Your IT shop is more than just Microsoft. Your IAM solution should be, too. Ten years ago it was easy to be a "Microsoft Shop," with every server, operating system and software program in the company running in (almost) perfect harmony. Like it or not, Microsoft had a monopoly on computing platforms back then, and it dominated the computing industry.
But today, the stranglehold has been broken and computing options abound. A shift to the cloud, the rise in mobile applications, the emergence of the API economy and the migration to other major computing platforms like Linux and Solaris now mean that companies have a wide swath of territory to secure - not to mention locking down custom and legacy apps.
This is particularly true with single sign-on and identity federation needs. It's more important than ever to integrate all the components of your IT infrastructure with a complete solution for identity management - one that also supports open standards, integrates with internal and cloud applications and supports integration with a range of identity providers such as Google, Facebook, Twitter and LinkedIn.

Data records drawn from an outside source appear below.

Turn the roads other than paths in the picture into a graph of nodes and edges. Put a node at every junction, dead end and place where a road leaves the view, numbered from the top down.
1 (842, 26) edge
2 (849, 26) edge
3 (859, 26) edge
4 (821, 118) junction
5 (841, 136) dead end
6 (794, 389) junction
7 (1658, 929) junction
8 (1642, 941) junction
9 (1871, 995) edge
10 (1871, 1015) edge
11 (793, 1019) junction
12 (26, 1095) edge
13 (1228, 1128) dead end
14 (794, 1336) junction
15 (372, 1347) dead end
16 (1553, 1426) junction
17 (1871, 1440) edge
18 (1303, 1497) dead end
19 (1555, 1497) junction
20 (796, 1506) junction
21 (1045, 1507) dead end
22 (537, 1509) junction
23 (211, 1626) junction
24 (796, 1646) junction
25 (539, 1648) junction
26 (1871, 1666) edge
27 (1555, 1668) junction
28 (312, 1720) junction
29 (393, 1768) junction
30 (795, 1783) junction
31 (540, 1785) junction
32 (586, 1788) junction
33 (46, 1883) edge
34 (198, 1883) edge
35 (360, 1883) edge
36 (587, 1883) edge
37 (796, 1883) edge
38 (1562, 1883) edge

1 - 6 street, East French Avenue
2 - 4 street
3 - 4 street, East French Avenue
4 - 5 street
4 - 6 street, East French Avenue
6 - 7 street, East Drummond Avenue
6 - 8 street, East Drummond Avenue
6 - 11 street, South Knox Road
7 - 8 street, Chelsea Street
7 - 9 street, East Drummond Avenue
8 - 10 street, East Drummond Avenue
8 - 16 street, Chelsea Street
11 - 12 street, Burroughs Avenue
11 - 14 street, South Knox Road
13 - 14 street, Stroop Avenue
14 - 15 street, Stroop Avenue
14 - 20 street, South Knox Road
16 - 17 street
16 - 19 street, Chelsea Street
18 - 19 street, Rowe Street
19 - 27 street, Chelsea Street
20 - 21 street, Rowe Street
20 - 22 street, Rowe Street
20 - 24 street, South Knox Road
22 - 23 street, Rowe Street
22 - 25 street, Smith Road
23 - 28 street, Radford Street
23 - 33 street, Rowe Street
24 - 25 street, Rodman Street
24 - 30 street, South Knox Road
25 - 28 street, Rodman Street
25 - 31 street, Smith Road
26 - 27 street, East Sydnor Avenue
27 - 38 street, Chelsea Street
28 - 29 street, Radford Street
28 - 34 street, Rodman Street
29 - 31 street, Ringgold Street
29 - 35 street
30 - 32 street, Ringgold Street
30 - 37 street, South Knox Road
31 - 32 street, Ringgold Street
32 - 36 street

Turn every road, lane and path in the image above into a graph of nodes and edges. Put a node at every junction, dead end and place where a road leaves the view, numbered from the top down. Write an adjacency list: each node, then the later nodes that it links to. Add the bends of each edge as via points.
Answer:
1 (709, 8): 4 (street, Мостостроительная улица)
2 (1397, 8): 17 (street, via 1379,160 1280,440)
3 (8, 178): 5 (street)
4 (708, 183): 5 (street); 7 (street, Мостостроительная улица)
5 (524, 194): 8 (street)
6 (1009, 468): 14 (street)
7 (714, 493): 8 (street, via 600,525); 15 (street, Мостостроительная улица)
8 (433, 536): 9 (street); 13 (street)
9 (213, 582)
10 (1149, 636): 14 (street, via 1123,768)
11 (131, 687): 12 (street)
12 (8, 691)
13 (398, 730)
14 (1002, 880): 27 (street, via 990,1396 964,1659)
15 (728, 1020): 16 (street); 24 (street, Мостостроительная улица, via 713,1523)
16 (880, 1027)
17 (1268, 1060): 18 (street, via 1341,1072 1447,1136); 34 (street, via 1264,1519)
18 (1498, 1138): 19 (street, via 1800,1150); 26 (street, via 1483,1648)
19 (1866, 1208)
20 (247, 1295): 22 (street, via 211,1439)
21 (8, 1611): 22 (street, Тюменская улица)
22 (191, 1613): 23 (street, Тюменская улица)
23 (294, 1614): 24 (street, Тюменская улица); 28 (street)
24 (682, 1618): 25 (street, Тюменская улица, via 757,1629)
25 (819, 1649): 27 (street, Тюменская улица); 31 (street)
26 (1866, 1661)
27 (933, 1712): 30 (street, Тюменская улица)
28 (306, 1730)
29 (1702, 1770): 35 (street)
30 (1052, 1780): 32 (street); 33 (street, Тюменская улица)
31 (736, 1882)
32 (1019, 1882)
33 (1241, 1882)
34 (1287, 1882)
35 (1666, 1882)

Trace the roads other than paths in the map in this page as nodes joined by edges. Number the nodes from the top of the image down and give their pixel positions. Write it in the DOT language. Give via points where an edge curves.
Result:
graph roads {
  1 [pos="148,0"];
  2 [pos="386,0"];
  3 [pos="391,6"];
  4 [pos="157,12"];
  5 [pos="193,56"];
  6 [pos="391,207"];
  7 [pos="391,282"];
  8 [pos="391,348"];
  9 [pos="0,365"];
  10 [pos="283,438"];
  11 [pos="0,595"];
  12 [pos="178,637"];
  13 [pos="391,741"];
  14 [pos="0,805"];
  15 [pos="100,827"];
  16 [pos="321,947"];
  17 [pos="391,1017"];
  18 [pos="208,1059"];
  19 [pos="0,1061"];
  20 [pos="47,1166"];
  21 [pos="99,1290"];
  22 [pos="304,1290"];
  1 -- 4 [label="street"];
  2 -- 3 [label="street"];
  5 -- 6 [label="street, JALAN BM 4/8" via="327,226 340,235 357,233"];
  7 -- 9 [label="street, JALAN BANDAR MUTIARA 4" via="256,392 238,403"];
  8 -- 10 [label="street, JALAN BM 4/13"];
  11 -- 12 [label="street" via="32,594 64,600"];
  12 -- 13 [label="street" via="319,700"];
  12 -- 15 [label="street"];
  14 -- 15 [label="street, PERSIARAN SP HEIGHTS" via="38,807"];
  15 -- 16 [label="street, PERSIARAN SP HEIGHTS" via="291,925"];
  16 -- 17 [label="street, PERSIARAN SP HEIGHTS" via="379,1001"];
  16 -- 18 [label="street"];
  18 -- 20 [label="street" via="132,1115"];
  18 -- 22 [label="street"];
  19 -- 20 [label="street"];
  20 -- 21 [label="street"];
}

For these needs, Microsoft's Active Directory Federation Services (ADFS) is often not enough. Microsoft Windows server offers ADFS as a standard feature in its Windows server. Many organizations like ADFS because it's "free" and is also managed similarly to other Windows services. But in reality, ADFS is neither cheap nor easy in the long run. Here's why.
Prepare to build
Using ADFS in production for mission-critical applications requires much more effort than creating a simple test environment with a single connection. It should be treated in the same vein as large complex commercial off-the-shelf software systems, which can be time consuming to customize and integrate with multiple applications and make it ready for production use.
Also, before getting started consider things like your capacity needs, solution maturity, interoperability, budget and your team's history with homegrown solutions.
Stock up on servers
If your goal is a highly available, geo-distributed environment that supports remote users, Microsoft recommends 10-12 servers to fully implement ADFS. In addition to provisioning these servers into the environment, the servers require constant management, updates and monitoring for availability.
However, a complete identity management solution can achieve a similar high availability use case with 65% fewer servers and can be deployed on Windows, Linux or Solaris platforms.
Plan to spend more time on regression testing
ADFS is coupled with Windows servers and may get updated as part of a regular Windows patch update, but there have been published cases where Microsoft security patches have caused Windows Server ADFS to stop working, and the patches had to be pulled.
Complete identity management solutions are not tied to any particular operating system, and updates do not affect functionality.
ADFS also requires proxy servers to support remote users, and MS SQL Servers for high availability clustered operations, which adds more server infrastructure and management requirements.
You'll need an end user access portal
ADFS does not include an end user access portal. While Microsoft's new Azure AD service does provide an access panel for end users, it would require using the cloud-based Azure Active Directory.
Find your own features support
There are several areas where ADFS falls short on feature support.
For starters, ADFS only supports Active Directory and Microsoft SQL Server attribute stores. No support is offered for other databases such as Oracle or standard LDAP servers for attributes that are required for identity federation.
User provisioning to SaaS applications is not a capability of ADFS and requires using additional products. While Microsoft does provide synchronization for Office 365, it requires a separate server and doesn't support other cloud applications.
Reporting is also not part of ADFS by default and requires other Microsoft products.
Finally, ADFS has minimal support for management APIs, it has very little extensibility, and it doesn't provide a supported SDK.
Standards support is limited, too
ADFS provides support only for SAML 2.0 and WS-Trust standards, but not a plethora of others. What's more, because ADFS has a stricter interpretation of SAML, interoperability with heterogeneous SAML counterparts may turn out to be more costly and time consuming than a typical deployment.
Multifactor authentication in ADFS is provided out of the box with certificates. Other options are available from third-party vendors, but Microsoft doesn't support them.